The renewed deal comes after leaders of the TNG, which represents six member First Nations, have felt sidelined and their knowledge and skills ignored during the province’s devastating 2017 fire season.
“[The year] 2017 was very traumatic for our Nation,” said Chief Joe Alphonse, tribal chair of the TNG, at a press conference Wednesday. “Two of the three largest fires in the history of Canada happened around my community.
“We did what we had to do to protect our communities … We’re ready to go and we want to continue that work we’ve begun.”
Wednesday’s deal — a renewal of a Collaborative Emergency Management Agreement (CEMA) signed in 2018 — comes with funding towards First Nations emergency preparedness, and could potentially include Indigenous training facilities and an Indigenous response centre in B.C.’s Interior.
New cash includes $1.25 million in federal funding over five years, plus $280,000 from the province, and another $225,000 through Ottawa’s First Nations infrastructure fund.
Mike Farnworth, B.C.’s public safety minister, called the deal “a new way of approaching emergency management” that is based on Indigenous leadership and “community resilience.”
He said the agreement would “ensure Nations are at the table informing decisions that affect them, their communities and their territories … in emergency management.”

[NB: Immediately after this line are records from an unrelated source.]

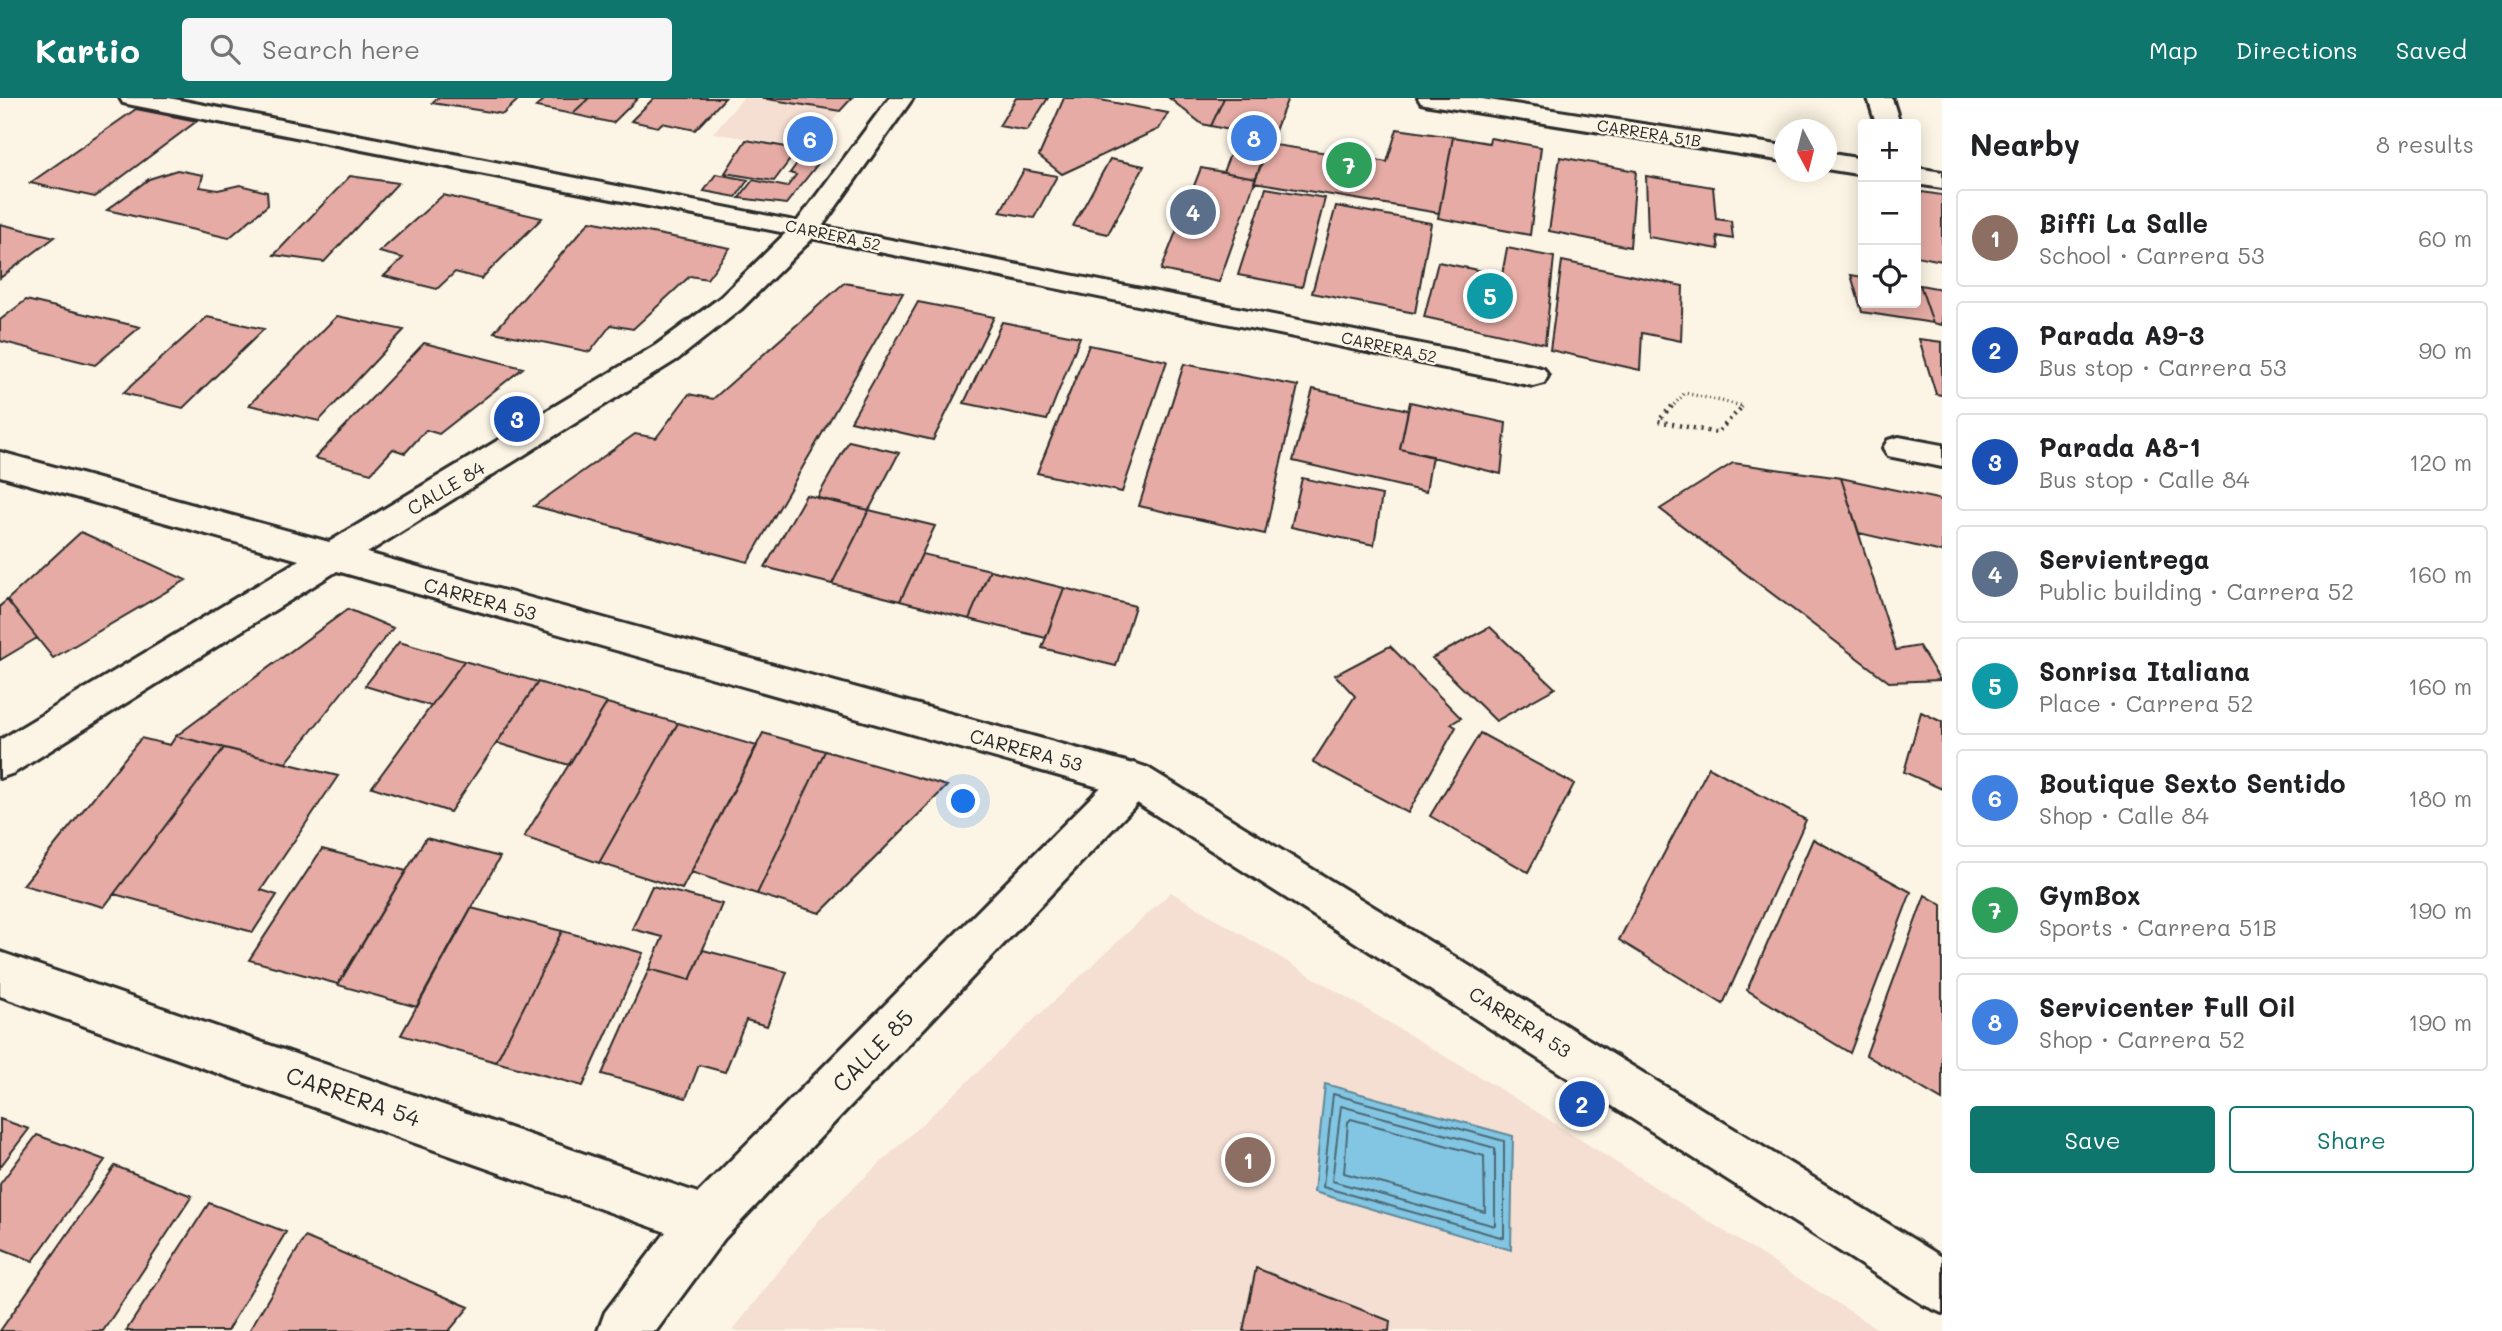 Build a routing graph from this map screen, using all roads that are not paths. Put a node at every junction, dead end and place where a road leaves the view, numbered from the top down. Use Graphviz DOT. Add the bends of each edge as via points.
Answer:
graph roads {
  1 [pos="132,98"];
  2 [pos="901,98"];
  3 [pos="1430,98"];
  4 [pos="1565,98"];
  5 [pos="1880,98"];
  6 [pos="1886,119"];
  7 [pos="1774,130"];
  8 [pos="1837,141"];
  9 [pos="1858,144"];
  10 [pos="1774,153"];
  11 [pos="1921,154"];
  12 [pos="1942,157"];
  13 [pos="1837,163"];
  14 [pos="1858,166"];
  15 [pos="1921,177"];
  16 [pos="1942,180"];
  17 [pos="806,229"];
  18 [pos="1533,376"];
  19 [pos="1899,448"];
  20 [pos="1942,456"];
  21 [pos="0,464"];
  22 [pos="334,556"];
  23 [pos="0,761"];
  24 [pos="1134,780"];
  25 [pos="0,974"];
  26 [pos="706,1221"];
  27 [pos="1942,1287"];
  28 [pos="624,1331"];
  1 -- 17 [label="street, CARRERA 52"];
  2 -- 17 [label="street, CALLE 84"];
  3 -- 10 [label="street, CARRERA 51B"];
  4 -- 7 [label="street, CARRERA 51B"];
  5 -- 6 [label="street"];
  8 -- 9 [label="street"];
  11 -- 12 [label="street"];
  13 -- 14 [label="street"];
  15 -- 16 [label="street"];
  17 -- 18 [label="street, CARRERA 52"];
  17 -- 22 [label="street, CALLE 84" via="731,303 667,352"];
  19 -- 20 [label="street"];
  21 -- 22 [label="street, CARRERA 53"];
  22 -- 23 [label="street, CALLE 84"];
  22 -- 24 [label="street, CARRERA 53"];
  24 -- 26 [label="street, CALLE 85"];
  24 -- 27 [label="street, CARRERA 53"];
  25 -- 26 [label="street, CARRERA 54"];
  26 -- 28 [label="street, CALLE 85"];
}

Farnworth said he hopes the CEMA could help inform approaches for emergencies impacting other First Nations, often at the forefront of climate change-related catastrophes.

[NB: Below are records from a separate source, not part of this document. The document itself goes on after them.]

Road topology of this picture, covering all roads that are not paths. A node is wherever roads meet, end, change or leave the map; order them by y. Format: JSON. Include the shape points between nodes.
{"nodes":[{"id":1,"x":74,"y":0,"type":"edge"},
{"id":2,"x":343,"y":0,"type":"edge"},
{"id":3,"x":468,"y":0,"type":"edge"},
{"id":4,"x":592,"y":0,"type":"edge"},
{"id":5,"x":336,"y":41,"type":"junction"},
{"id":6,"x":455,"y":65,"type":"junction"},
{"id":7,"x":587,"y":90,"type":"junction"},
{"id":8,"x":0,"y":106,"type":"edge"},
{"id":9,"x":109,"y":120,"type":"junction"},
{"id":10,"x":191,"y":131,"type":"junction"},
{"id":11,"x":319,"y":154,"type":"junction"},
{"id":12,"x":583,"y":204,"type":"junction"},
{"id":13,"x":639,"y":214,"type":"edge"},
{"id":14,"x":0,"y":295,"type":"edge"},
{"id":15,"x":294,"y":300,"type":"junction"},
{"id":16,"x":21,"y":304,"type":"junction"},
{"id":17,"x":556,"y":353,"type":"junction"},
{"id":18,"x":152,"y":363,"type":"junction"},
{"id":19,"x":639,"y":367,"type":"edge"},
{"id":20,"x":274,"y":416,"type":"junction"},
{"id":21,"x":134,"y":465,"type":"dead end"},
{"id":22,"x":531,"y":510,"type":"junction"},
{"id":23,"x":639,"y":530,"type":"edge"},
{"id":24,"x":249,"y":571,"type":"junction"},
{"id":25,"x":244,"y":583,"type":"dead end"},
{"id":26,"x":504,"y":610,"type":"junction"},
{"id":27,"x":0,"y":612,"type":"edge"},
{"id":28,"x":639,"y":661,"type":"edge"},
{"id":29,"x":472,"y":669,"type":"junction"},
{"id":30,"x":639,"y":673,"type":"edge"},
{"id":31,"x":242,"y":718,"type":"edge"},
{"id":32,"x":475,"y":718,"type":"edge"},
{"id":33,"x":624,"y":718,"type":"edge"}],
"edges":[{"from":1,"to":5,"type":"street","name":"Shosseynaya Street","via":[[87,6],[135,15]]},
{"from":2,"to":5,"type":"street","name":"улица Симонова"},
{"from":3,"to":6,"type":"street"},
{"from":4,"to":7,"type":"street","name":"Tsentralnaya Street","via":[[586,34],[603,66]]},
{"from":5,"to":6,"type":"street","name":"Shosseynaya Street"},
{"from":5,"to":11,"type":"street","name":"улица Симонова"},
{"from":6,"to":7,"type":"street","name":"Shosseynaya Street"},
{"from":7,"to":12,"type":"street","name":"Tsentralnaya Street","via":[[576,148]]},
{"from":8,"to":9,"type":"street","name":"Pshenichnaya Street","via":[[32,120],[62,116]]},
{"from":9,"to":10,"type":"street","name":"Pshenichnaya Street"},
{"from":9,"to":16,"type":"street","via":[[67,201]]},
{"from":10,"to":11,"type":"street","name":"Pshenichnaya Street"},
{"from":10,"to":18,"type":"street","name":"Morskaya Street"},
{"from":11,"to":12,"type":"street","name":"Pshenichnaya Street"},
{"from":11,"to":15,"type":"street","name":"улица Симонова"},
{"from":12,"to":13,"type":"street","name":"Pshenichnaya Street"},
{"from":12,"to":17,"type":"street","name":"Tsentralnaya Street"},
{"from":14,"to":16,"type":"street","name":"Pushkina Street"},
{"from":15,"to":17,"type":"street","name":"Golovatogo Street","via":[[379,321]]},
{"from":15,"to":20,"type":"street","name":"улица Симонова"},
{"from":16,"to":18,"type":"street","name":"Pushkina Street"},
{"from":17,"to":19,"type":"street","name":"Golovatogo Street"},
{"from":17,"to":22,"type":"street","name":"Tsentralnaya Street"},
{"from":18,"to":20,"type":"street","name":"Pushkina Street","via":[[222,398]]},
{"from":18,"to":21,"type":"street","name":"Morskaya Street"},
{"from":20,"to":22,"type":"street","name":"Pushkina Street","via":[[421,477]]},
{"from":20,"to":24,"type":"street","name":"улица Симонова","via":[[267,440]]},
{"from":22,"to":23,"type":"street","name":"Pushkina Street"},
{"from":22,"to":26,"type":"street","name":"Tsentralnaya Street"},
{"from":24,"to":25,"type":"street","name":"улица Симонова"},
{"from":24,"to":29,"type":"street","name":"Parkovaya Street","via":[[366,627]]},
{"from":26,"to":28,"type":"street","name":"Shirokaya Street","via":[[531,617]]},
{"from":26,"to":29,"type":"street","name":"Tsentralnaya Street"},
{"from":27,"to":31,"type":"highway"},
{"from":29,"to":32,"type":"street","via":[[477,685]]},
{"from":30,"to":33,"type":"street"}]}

‘We all need to take a new approach’
The agreement between TNG, Victoria and Ottawa lasts for five years, and replaces a previous three-way deal inked in 2018.
“Indigenous communities are disproportionately impacted by climate change, and experience more natural disasters — B.C. knows more than anyone,” said Gudie Hutchings, the federal minister of rural economic development.
“We all need to take a new approach.”
Peyal Laceese, Tŝilhqot’in Nation’s cultural, negotiations and external affairs ambassador, offered prayers and gifts of necklaces — for protection, he explained — and moose-hide gloves to the federal and provincial ministers signing the deal.
“The gloves signify that we’re here to build and we’re here to do work,” Laceese said. “Today is very important to our leaders and to our people.”
The 2017 wildfires were B.C.’s worst fire season in recorded history, burning more than 12,000 square kilometres of forest in just three months, starting in early July that year.
That year’s fires also forced the evacuations of tens of thousands of British Columbians.
It also sparked calls from a number of Indigenous communities not only to be included in disaster response work, but for the province to respect and learn from their traditional fire management practices.
For Alphonse, who said he’s been fighting fires since he was 14, the renewed CEMA deal is only one part of Tŝilhqot’in “self government” on their lands — and he said other First Nations have approached TNG since 2017 to bolster their own emergency management efforts.
“We don’t just want to sign on a piece of paper,” he said.
“We have to begin to force change, change on the ground. It’s in our DNA.”